**** Records for this exercise ****
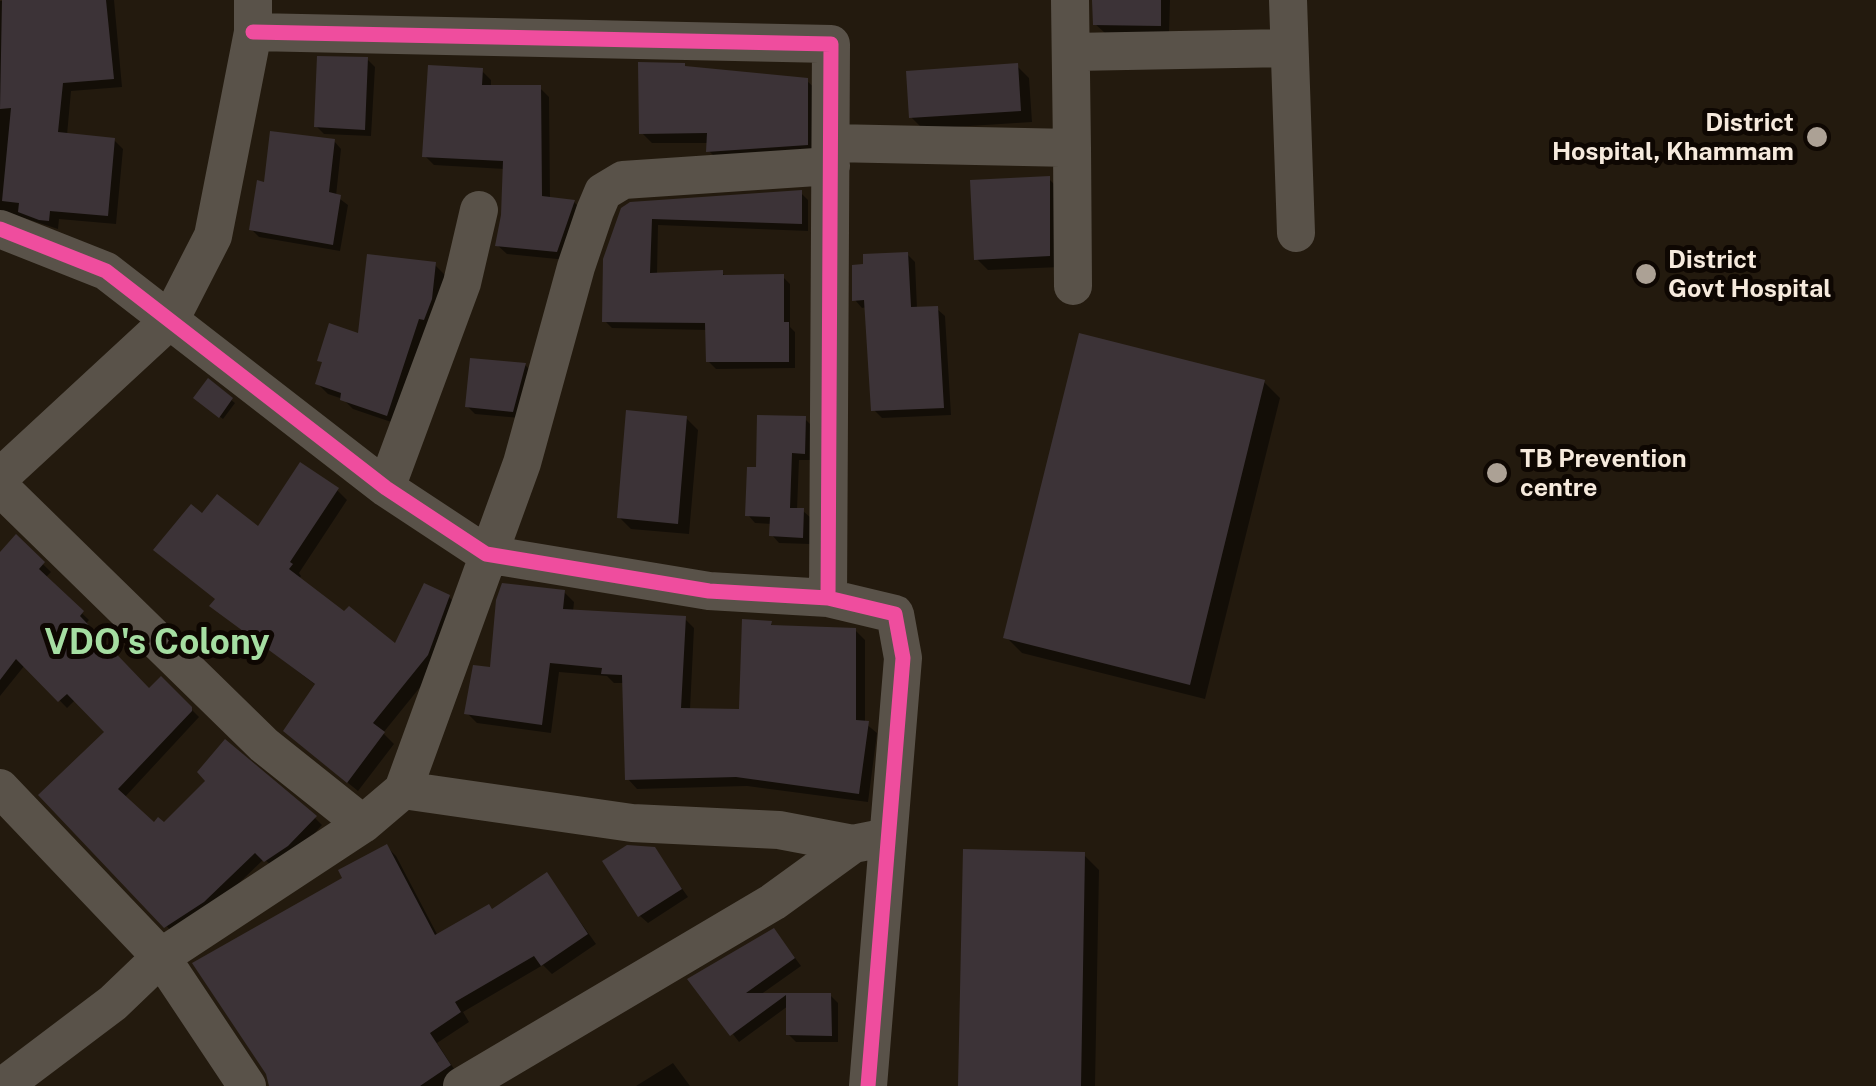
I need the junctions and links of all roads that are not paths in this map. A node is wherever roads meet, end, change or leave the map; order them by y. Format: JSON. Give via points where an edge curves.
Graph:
{"nodes":[{"id":1,"x":1070,"y":0,"type":"edge"},
{"id":2,"x":1288,"y":0,"type":"edge"},
{"id":3,"x":253,"y":16,"type":"edge"},
{"id":4,"x":1289,"y":48,"type":"junction"},
{"id":5,"x":1072,"y":52,"type":"junction"},
{"id":6,"x":1072,"y":148,"type":"junction"},
{"id":7,"x":831,"y":154,"type":"junction"},
{"id":8,"x":479,"y":210,"type":"dead end"},
{"id":9,"x":0,"y":229,"type":"edge"},
{"id":10,"x":1296,"y":233,"type":"dead end"},
{"id":11,"x":1073,"y":286,"type":"dead end"},
{"id":12,"x":170,"y":320,"type":"junction"},
{"id":13,"x":0,"y":477,"type":"edge"},
{"id":14,"x":0,"y":486,"type":"edge"},
{"id":15,"x":386,"y":488,"type":"junction"},
{"id":16,"x":486,"y":554,"type":"junction"},
{"id":17,"x":828,"y":598,"type":"junction"},
{"id":18,"x":0,"y":788,"type":"edge"},
{"id":19,"x":403,"y":790,"type":"junction"},
{"id":20,"x":363,"y":824,"type":"junction"},
{"id":21,"x":871,"y":841,"type":"junction"},
{"id":22,"x":161,"y":957,"type":"junction"},
{"id":23,"x":3,"y":1086,"type":"edge"},
{"id":24,"x":248,"y":1086,"type":"edge"},
{"id":25,"x":462,"y":1086,"type":"edge"},
{"id":26,"x":868,"y":1086,"type":"edge"}],
"edges":[{"from":1,"to":5,"type":"street"},
{"from":2,"to":4,"type":"street"},
{"from":3,"to":7,"type":"street","via":[[831,44]]},
{"from":3,"to":12,"type":"street","via":[[213,236]]},
{"from":4,"to":5,"type":"street"},
{"from":4,"to":10,"type":"street"},
{"from":5,"to":6,"type":"street"},
{"from":6,"to":7,"type":"street"},
{"from":6,"to":11,"type":"street"},
{"from":7,"to":16,"type":"street","via":[[623,180],[603,192],[522,462]]},
{"from":7,"to":17,"type":"street"},
{"from":8,"to":15,"type":"street","via":[[462,283]]},
{"from":9,"to":12,"type":"street","via":[[106,271]]},
{"from":12,"to":13,"type":"street"},
{"from":12,"to":15,"type":"street"},
{"from":14,"to":20,"type":"street","via":[[264,745]]},
{"from":15,"to":16,"type":"street"},
{"from":16,"to":17,"type":"street","via":[[709,591]]},
{"from":16,"to":19,"type":"street"},
{"from":17,"to":21,"type":"street","via":[[895,614],[904,658]]},
{"from":18,"to":22,"type":"street"},
{"from":19,"to":20,"type":"street"},
{"from":19,"to":21,"type":"street","via":[[632,823]]},
{"from":20,"to":22,"type":"street"},
{"from":21,"to":25,"type":"street"},
{"from":21,"to":26,"type":"street"},
{"from":22,"to":23,"type":"street"},
{"from":22,"to":24,"type":"street"}]}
****
Exercise goal:
Please retype every record shown above, exactly as written, but without pictures.

Answer section:
I need the junctions and links of all roads that are not paths in this map. A node is wherever roads meet, end, change or leave the map; order them by y. Format: JSON. Give via points where an edge curves.
Graph:
{"nodes":[{"id":1,"x":1070,"y":0,"type":"edge"},
{"id":2,"x":1288,"y":0,"type":"edge"},
{"id":3,"x":253,"y":16,"type":"edge"},
{"id":4,"x":1289,"y":48,"type":"junction"},
{"id":5,"x":1072,"y":52,"type":"junction"},
{"id":6,"x":1072,"y":148,"type":"junction"},
{"id":7,"x":831,"y":154,"type":"junction"},
{"id":8,"x":479,"y":210,"type":"dead end"},
{"id":9,"x":0,"y":229,"type":"edge"},
{"id":10,"x":1296,"y":233,"type":"dead end"},
{"id":11,"x":1073,"y":286,"type":"dead end"},
{"id":12,"x":170,"y":320,"type":"junction"},
{"id":13,"x":0,"y":477,"type":"edge"},
{"id":14,"x":0,"y":486,"type":"edge"},
{"id":15,"x":386,"y":488,"type":"junction"},
{"id":16,"x":486,"y":554,"type":"junction"},
{"id":17,"x":828,"y":598,"type":"junction"},
{"id":18,"x":0,"y":788,"type":"edge"},
{"id":19,"x":403,"y":790,"type":"junction"},
{"id":20,"x":363,"y":824,"type":"junction"},
{"id":21,"x":871,"y":841,"type":"junction"},
{"id":22,"x":161,"y":957,"type":"junction"},
{"id":23,"x":3,"y":1086,"type":"edge"},
{"id":24,"x":248,"y":1086,"type":"edge"},
{"id":25,"x":462,"y":1086,"type":"edge"},
{"id":26,"x":868,"y":1086,"type":"edge"}],
"edges":[{"from":1,"to":5,"type":"street"},
{"from":2,"to":4,"type":"street"},
{"from":3,"to":7,"type":"street","via":[[831,44]]},
{"from":3,"to":12,"type":"street","via":[[213,236]]},
{"from":4,"to":5,"type":"street"},
{"from":4,"to":10,"type":"street"},
{"from":5,"to":6,"type":"street"},
{"from":6,"to":7,"type":"street"},
{"from":6,"to":11,"type":"street"},
{"from":7,"to":16,"type":"street","via":[[623,180],[603,192],[522,462]]},
{"from":7,"to":17,"type":"street"},
{"from":8,"to":15,"type":"street","via":[[462,283]]},
{"from":9,"to":12,"type":"street","via":[[106,271]]},
{"from":12,"to":13,"type":"street"},
{"from":12,"to":15,"type":"street"},
{"from":14,"to":20,"type":"street","via":[[264,745]]},
{"from":15,"to":16,"type":"street"},
{"from":16,"to":17,"type":"street","via":[[709,591]]},
{"from":16,"to":19,"type":"street"},
{"from":17,"to":21,"type":"street","via":[[895,614],[904,658]]},
{"from":18,"to":22,"type":"street"},
{"from":19,"to":20,"type":"street"},
{"from":19,"to":21,"type":"street","via":[[632,823]]},
{"from":20,"to":22,"type":"street"},
{"from":21,"to":25,"type":"street"},
{"from":21,"to":26,"type":"street"},
{"from":22,"to":23,"type":"street"},
{"from":22,"to":24,"type":"street"}]}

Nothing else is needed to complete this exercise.